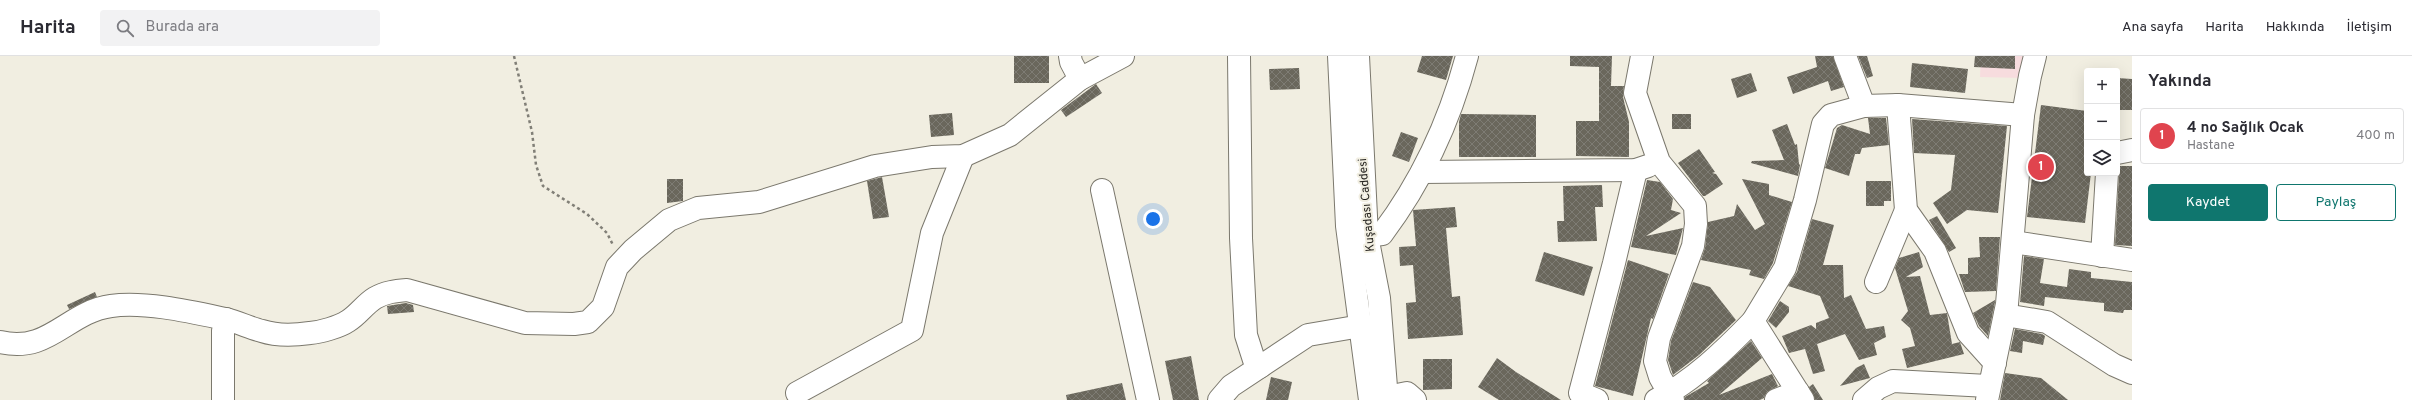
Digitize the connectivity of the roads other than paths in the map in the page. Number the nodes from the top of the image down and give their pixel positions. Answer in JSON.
{"nodes":[{"id":1,"x":1070,"y":56,"type":"edge"},
{"id":2,"x":1124,"y":56,"type":"edge"},
{"id":3,"x":1239,"y":56,"type":"edge"},
{"id":4,"x":1339,"y":56,"type":"edge"},
{"id":5,"x":1358,"y":56,"type":"edge"},
{"id":6,"x":1467,"y":56,"type":"edge"},
{"id":7,"x":1642,"y":56,"type":"edge"},
{"id":8,"x":1845,"y":56,"type":"edge"},
{"id":9,"x":2036,"y":56,"type":"edge"},
{"id":10,"x":1080,"y":79,"type":"junction"},
{"id":11,"x":1898,"y":105,"type":"junction"},
{"id":12,"x":1864,"y":106,"type":"junction"},
{"id":13,"x":2023,"y":115,"type":"junction"},
{"id":14,"x":2132,"y":150,"type":"edge"},
{"id":15,"x":2120,"y":152,"type":"edge"},
{"id":16,"x":962,"y":156,"type":"junction"},
{"id":17,"x":1659,"y":162,"type":"junction"},
{"id":18,"x":1636,"y":170,"type":"junction"},
{"id":19,"x":1422,"y":172,"type":"junction"},
{"id":20,"x":2107,"y":176,"type":"edge"},
{"id":21,"x":1102,"y":190,"type":"dead end"},
{"id":22,"x":1906,"y":210,"type":"junction"},
{"id":23,"x":1367,"y":236,"type":"junction"},
{"id":24,"x":2014,"y":242,"type":"junction"},
{"id":25,"x":2102,"y":256,"type":"junction"},
{"id":26,"x":2132,"y":260,"type":"edge"},
{"id":27,"x":1876,"y":282,"type":"dead end"},
{"id":28,"x":2005,"y":315,"type":"junction"},
{"id":29,"x":226,"y":319,"type":"junction"},
{"id":30,"x":1753,"y":321,"type":"junction"},
{"id":31,"x":1361,"y":326,"type":"junction"},
{"id":32,"x":0,"y":342,"type":"edge"},
{"id":33,"x":1995,"y":363,"type":"junction"},
{"id":34,"x":1260,"y":367,"type":"junction"},
{"id":35,"x":2132,"y":373,"type":"edge"},
{"id":36,"x":798,"y":393,"type":"dead end"},
{"id":37,"x":1987,"y":393,"type":"edge"},
{"id":38,"x":1801,"y":396,"type":"edge"},
{"id":39,"x":1584,"y":398,"type":"edge"},
{"id":40,"x":1667,"y":398,"type":"edge"},
{"id":41,"x":1382,"y":399,"type":"edge"},
{"id":42,"x":223,"y":400,"type":"edge"},
{"id":43,"x":1148,"y":400,"type":"edge"},
{"id":44,"x":1219,"y":400,"type":"edge"},
{"id":45,"x":1415,"y":400,"type":"edge"},
{"id":46,"x":1776,"y":400,"type":"edge"},
{"id":47,"x":1864,"y":400,"type":"edge"}],
"edges":[{"from":1,"to":10,"type":"street"},
{"from":2,"to":10,"type":"street"},
{"from":3,"to":34,"type":"street"},
{"from":4,"to":31,"type":"street","name":"Kuşadası Caddesi"},
{"from":5,"to":23,"type":"street","name":"Kuşadası Caddesi"},
{"from":6,"to":19,"type":"street"},
{"from":7,"to":17,"type":"street"},
{"from":8,"to":12,"type":"street"},
{"from":9,"to":13,"type":"street"},
{"from":10,"to":16,"type":"street"},
{"from":11,"to":12,"type":"street"},
{"from":11,"to":13,"type":"street"},
{"from":11,"to":22,"type":"street"},
{"from":12,"to":30,"type":"street"},
{"from":13,"to":24,"type":"street"},
{"from":14,"to":15,"type":"street"},
{"from":16,"to":29,"type":"street"},
{"from":16,"to":36,"type":"street"},
{"from":17,"to":18,"type":"street"},
{"from":17,"to":40,"type":"street"},
{"from":18,"to":19,"type":"street"},
{"from":18,"to":39,"type":"street"},
{"from":19,"to":23,"type":"street"},
{"from":20,"to":25,"type":"street"},
{"from":21,"to":43,"type":"street"},
{"from":22,"to":27,"type":"street"},
{"from":22,"to":33,"type":"street"},
{"from":23,"to":41,"type":"street","name":"Kuşadası Caddesi"},
{"from":24,"to":25,"type":"street"},
{"from":24,"to":28,"type":"street"},
{"from":25,"to":26,"type":"street"},
{"from":28,"to":33,"type":"street"},
{"from":28,"to":35,"type":"street"},
{"from":29,"to":32,"type":"street"},
{"from":29,"to":42,"type":"street"},
{"from":30,"to":38,"type":"street"},
{"from":30,"to":40,"type":"street"},
{"from":31,"to":34,"type":"street"},
{"from":31,"to":41,"type":"street","name":"Kuşadası Caddesi"},
{"from":33,"to":37,"type":"street"},
{"from":34,"to":44,"type":"street"},
{"from":37,"to":47,"type":"street"},
{"from":38,"to":46,"type":"street"},
{"from":41,"to":45,"type":"street"}]}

========

▶ _Task requirements_
Scan the material for "Kuşadası" and copy the lines that hold it.

▶ _Written answer_
{"from":4,"to":31,"type":"street","name":"Kuşadası Caddesi"},
{"from":5,"to":23,"type":"street","name":"Kuşadası Caddesi"},
{"from":23,"to":41,"type":"street","name":"Kuşadası Caddesi"},
{"from":31,"to":41,"type":"street","name":"Kuşadası Caddesi"},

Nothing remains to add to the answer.